▸ **Task data**:
__________
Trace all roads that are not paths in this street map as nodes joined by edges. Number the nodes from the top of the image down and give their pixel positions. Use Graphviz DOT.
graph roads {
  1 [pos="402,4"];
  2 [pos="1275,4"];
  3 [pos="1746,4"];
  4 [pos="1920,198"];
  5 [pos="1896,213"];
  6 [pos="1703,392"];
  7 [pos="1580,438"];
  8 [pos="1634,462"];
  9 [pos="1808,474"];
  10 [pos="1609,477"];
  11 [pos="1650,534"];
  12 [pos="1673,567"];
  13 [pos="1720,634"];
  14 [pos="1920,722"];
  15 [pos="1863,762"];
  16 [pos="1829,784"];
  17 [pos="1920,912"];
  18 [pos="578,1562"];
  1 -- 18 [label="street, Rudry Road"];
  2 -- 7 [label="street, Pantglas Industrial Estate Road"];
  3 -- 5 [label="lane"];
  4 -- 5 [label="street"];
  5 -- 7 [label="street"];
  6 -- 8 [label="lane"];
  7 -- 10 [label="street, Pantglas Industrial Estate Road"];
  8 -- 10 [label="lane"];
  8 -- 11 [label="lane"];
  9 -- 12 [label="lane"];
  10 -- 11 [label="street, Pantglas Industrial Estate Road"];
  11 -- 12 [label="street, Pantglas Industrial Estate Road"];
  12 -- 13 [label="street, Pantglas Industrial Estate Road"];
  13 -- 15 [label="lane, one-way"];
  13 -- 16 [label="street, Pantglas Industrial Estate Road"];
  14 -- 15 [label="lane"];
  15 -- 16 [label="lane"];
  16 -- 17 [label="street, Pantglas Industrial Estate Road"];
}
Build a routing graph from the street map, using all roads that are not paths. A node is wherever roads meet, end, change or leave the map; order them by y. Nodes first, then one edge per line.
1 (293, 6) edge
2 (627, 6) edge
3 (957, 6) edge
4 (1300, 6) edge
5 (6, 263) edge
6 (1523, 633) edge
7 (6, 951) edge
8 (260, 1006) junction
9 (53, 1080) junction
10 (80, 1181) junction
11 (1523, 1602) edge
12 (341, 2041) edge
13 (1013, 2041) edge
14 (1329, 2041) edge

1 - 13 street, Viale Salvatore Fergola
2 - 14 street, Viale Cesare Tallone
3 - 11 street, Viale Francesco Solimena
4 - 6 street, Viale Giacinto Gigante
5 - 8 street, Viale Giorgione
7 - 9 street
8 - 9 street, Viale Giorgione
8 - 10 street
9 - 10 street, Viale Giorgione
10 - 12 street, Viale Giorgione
__________
▸ **Your instructions**:
Restate the full data above, keeping each word intact.

▸ **Written response**:
Trace all roads that are not paths in this street map as nodes joined by edges. Number the nodes from the top of the image down and give their pixel positions. Use Graphviz DOT.
graph roads {
  1 [pos="402,4"];
  2 [pos="1275,4"];
  3 [pos="1746,4"];
  4 [pos="1920,198"];
  5 [pos="1896,213"];
  6 [pos="1703,392"];
  7 [pos="1580,438"];
  8 [pos="1634,462"];
  9 [pos="1808,474"];
  10 [pos="1609,477"];
  11 [pos="1650,534"];
  12 [pos="1673,567"];
  13 [pos="1720,634"];
  14 [pos="1920,722"];
  15 [pos="1863,762"];
  16 [pos="1829,784"];
  17 [pos="1920,912"];
  18 [pos="578,1562"];
  1 -- 18 [label="street, Rudry Road"];
  2 -- 7 [label="street, Pantglas Industrial Estate Road"];
  3 -- 5 [label="lane"];
  4 -- 5 [label="street"];
  5 -- 7 [label="street"];
  6 -- 8 [label="lane"];
  7 -- 10 [label="street, Pantglas Industrial Estate Road"];
  8 -- 10 [label="lane"];
  8 -- 11 [label="lane"];
  9 -- 12 [label="lane"];
  10 -- 11 [label="street, Pantglas Industrial Estate Road"];
  11 -- 12 [label="street, Pantglas Industrial Estate Road"];
  12 -- 13 [label="street, Pantglas Industrial Estate Road"];
  13 -- 15 [label="lane, one-way"];
  13 -- 16 [label="street, Pantglas Industrial Estate Road"];
  14 -- 15 [label="lane"];
  15 -- 16 [label="lane"];
  16 -- 17 [label="street, Pantglas Industrial Estate Road"];
}
Build a routing graph from the street map, using all roads that are not paths. A node is wherever roads meet, end, change or leave the map; order them by y. Nodes first, then one edge per line.
1 (293, 6) edge
2 (627, 6) edge
3 (957, 6) edge
4 (1300, 6) edge
5 (6, 263) edge
6 (1523, 633) edge
7 (6, 951) edge
8 (260, 1006) junction
9 (53, 1080) junction
10 (80, 1181) junction
11 (1523, 1602) edge
12 (341, 2041) edge
13 (1013, 2041) edge
14 (1329, 2041) edge

1 - 13 street, Viale Salvatore Fergola
2 - 14 street, Viale Cesare Tallone
3 - 11 street, Viale Francesco Solimena
4 - 6 street, Viale Giacinto Gigante
5 - 8 street, Viale Giorgione
7 - 9 street
8 - 9 street, Viale Giorgione
8 - 10 street
9 - 10 street, Viale Giorgione
10 - 12 street, Viale Giorgione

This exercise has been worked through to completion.